ECB cuts rates for first time since 2019

Inflation across the Eurozone is likely “to stay above the target well into next year,” the regulator has said

ECB President gives a press conference after the Governing Council meeting in Hesse, Frankfurt/Main, Germany on June 6, 2024 © Getty Images / picture alliance / Contributor

The European Central Bank (ECB) has cut interest rates for the first time in nearly five years, acknowledging that the fight with inflation in the euro area is far from over.

The Thursday rate cut by a quarter percentage point takes the benchmark rate in the 20 countries that use the euro down to 3.75% from an all-time high of 4%, where it had stood since September. The regulator did not indicate whether a further easing would follow in July.

Eurozone inflation accelerated more than expected in May, to 2.6% from 2.4% the previous month, according to data released last week. Core inflation, which excludes volatile food and energy prices, also accelerated as wages grew rapidly.

The figures prompted the ECB to raise its inflation forecast for this year, to 2.5% from the 2.3% predicted in March. The regulator said on Thursday it would keep interest rates “sufficiently restrictive for as long as necessary” to return inflation to the 2% target.

“Despite the progress over recent quarters, domestic price pressures remain strong as wage growth is elevated, and inflation is likely to stay above target well into next year,” the central bank said in a statement.

ECB President Christine Lagarde told reporters the regulator would continue to follow “a data-dependent and meeting-by-meeting approach.”

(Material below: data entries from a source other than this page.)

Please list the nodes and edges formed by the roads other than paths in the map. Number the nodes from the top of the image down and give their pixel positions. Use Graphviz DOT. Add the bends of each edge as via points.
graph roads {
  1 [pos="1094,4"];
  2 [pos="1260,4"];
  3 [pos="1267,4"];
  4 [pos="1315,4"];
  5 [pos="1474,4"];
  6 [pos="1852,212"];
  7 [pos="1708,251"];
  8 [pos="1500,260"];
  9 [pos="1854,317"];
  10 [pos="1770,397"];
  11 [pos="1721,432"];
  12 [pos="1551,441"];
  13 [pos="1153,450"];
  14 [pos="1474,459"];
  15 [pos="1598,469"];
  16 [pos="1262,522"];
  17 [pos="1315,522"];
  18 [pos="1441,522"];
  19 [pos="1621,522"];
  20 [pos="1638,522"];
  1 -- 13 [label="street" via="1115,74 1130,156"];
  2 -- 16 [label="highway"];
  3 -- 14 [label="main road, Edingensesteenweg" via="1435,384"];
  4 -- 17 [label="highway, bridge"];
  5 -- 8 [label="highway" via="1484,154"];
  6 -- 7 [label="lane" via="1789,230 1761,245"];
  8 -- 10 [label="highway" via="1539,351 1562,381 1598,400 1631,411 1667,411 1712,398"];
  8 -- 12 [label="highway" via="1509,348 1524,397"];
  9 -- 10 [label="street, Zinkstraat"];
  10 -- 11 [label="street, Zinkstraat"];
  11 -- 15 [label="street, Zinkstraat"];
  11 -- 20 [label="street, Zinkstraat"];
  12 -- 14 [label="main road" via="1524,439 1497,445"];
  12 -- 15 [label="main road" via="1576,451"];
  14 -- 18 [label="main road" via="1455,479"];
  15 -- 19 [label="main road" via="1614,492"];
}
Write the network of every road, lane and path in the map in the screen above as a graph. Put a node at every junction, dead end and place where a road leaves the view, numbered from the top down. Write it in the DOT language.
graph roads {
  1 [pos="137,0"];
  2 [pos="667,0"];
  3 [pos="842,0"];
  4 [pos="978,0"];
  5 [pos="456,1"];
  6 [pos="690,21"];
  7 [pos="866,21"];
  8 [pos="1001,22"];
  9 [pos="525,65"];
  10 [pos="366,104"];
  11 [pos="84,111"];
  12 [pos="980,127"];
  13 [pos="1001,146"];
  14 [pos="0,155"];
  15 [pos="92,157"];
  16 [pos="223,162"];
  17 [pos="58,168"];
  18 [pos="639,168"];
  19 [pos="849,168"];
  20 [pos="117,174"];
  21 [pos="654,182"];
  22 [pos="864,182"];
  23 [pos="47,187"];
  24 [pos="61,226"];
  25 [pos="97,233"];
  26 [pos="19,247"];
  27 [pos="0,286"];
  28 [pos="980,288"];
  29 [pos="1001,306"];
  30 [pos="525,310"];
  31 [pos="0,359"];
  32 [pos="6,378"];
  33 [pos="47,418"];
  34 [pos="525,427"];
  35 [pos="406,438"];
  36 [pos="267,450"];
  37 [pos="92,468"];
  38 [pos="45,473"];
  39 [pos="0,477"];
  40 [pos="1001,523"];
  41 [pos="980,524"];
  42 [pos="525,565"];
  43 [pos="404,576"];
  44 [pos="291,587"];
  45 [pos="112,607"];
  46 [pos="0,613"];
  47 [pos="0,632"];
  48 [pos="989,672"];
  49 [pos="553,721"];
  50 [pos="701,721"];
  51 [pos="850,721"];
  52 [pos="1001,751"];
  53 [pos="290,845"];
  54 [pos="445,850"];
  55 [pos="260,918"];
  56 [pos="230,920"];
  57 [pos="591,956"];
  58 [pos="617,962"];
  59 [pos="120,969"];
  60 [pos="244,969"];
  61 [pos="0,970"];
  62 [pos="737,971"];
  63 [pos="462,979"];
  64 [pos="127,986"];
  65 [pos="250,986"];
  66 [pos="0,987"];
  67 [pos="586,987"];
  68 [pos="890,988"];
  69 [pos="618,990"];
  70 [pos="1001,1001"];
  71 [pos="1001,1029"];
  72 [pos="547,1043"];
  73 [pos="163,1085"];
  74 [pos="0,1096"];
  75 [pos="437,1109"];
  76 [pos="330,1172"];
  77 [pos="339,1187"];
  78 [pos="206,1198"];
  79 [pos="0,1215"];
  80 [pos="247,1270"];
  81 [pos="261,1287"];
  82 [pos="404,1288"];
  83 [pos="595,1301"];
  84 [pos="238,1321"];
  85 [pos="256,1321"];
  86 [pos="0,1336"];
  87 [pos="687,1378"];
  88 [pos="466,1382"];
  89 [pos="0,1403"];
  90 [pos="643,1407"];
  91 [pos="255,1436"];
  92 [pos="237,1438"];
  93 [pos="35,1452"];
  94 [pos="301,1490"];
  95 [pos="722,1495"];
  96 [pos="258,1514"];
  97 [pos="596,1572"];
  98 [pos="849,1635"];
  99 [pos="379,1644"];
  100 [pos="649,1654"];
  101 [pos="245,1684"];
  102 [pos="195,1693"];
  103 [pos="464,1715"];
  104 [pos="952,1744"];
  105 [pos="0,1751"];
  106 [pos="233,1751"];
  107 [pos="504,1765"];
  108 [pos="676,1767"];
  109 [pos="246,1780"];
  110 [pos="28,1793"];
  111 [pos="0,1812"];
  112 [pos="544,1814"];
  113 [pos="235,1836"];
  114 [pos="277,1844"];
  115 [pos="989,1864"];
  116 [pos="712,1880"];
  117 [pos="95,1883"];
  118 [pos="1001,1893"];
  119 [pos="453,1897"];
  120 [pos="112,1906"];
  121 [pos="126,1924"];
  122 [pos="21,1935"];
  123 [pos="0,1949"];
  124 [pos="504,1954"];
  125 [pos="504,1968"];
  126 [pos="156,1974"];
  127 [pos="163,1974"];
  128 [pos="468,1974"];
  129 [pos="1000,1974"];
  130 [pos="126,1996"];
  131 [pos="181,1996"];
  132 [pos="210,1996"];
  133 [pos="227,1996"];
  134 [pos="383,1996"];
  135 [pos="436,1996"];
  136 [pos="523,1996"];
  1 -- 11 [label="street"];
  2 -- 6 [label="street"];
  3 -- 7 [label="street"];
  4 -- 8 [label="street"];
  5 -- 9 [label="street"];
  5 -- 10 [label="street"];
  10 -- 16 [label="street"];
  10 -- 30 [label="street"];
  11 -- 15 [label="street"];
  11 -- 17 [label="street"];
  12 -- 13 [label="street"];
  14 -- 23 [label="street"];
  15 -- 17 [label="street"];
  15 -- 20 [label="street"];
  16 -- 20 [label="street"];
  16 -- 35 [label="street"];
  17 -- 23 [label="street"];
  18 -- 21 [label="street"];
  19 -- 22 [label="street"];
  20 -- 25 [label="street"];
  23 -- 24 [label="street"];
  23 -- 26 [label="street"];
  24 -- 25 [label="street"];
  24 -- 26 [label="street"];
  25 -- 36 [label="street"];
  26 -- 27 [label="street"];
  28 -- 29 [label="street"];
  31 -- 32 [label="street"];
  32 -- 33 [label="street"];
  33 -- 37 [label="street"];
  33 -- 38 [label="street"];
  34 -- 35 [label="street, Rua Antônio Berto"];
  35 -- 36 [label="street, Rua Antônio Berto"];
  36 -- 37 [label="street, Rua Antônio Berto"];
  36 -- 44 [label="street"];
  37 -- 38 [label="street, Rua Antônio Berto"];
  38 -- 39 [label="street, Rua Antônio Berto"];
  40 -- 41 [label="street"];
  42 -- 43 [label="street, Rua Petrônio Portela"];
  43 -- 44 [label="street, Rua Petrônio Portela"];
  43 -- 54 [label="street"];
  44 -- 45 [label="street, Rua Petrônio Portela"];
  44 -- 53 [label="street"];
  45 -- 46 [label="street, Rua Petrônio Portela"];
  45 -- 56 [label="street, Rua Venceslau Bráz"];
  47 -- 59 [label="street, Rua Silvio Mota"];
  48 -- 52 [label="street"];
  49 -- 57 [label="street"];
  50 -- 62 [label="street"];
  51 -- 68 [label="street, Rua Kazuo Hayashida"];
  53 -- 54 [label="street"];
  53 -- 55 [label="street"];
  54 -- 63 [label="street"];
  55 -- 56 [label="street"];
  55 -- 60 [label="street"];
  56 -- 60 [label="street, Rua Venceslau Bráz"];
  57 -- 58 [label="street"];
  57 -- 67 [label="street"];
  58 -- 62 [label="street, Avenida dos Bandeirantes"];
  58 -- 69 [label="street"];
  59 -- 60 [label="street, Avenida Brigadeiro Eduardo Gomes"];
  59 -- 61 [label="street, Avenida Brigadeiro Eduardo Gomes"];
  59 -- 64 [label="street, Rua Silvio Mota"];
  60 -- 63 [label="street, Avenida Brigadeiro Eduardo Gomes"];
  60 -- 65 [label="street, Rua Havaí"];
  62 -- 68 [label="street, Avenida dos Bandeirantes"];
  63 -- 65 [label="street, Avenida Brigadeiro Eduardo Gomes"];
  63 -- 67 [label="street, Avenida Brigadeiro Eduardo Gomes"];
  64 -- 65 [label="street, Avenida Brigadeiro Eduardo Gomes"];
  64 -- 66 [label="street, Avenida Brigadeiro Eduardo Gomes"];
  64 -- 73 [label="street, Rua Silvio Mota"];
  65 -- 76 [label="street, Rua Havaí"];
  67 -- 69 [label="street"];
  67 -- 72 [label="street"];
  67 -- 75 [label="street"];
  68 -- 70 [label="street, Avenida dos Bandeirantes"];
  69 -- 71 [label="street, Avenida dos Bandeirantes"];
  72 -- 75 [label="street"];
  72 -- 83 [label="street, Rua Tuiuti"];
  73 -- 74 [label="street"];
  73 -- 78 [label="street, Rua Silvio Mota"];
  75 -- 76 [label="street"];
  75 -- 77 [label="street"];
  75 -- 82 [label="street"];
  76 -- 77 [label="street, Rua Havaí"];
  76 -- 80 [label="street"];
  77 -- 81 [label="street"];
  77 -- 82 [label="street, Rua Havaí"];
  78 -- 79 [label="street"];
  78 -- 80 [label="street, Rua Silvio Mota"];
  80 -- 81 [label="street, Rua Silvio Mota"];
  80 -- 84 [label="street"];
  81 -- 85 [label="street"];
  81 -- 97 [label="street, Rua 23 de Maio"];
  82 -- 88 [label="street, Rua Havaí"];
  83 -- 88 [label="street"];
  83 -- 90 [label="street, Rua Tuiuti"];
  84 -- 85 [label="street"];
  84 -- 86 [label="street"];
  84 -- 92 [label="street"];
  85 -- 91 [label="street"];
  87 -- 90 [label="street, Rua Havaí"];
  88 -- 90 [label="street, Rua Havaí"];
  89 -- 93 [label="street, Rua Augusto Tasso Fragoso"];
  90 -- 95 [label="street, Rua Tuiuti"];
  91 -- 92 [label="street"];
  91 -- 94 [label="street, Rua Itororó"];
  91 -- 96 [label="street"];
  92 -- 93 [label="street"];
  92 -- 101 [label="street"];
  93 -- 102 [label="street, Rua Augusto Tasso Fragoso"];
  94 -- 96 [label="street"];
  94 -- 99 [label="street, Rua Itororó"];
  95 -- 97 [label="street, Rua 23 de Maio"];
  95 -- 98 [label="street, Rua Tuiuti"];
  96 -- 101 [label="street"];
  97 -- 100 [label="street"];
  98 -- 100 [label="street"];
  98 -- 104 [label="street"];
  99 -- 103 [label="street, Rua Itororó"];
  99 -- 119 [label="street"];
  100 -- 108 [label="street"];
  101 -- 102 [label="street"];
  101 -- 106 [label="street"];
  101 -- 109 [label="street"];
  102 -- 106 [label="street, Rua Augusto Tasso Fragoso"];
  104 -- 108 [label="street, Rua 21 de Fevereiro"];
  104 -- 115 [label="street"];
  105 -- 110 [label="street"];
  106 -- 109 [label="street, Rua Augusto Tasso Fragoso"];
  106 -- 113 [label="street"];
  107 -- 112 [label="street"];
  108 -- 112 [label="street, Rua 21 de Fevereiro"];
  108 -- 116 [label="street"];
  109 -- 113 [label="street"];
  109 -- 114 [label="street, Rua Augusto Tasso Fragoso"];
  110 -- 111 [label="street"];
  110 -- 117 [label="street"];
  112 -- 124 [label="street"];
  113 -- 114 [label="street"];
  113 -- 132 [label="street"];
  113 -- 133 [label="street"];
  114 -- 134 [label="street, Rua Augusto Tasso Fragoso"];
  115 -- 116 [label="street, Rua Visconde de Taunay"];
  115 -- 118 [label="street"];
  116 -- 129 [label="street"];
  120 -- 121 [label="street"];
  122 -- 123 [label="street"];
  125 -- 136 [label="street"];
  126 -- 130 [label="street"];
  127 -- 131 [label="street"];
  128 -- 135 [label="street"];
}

“We are not pre-committing to a particular rate path,” Lagarde announced.

The ECB’s decision follows a similar rate cut by the Bank of Canada this week. Regulators in Sweden and Switzerland have previously announced their own rate reductions this year.

READ MORE: Grim prognosis for German economy issued

By contrast, the US Federal Reserve is expected to keep rates on hold next week at a 23-year-high range of 5.25% to 5.5% amid inflation pressures.

The Bank of England is likewise not expected to lower its bank rate from a 16-year high of 5.25% at its meeting on June 20.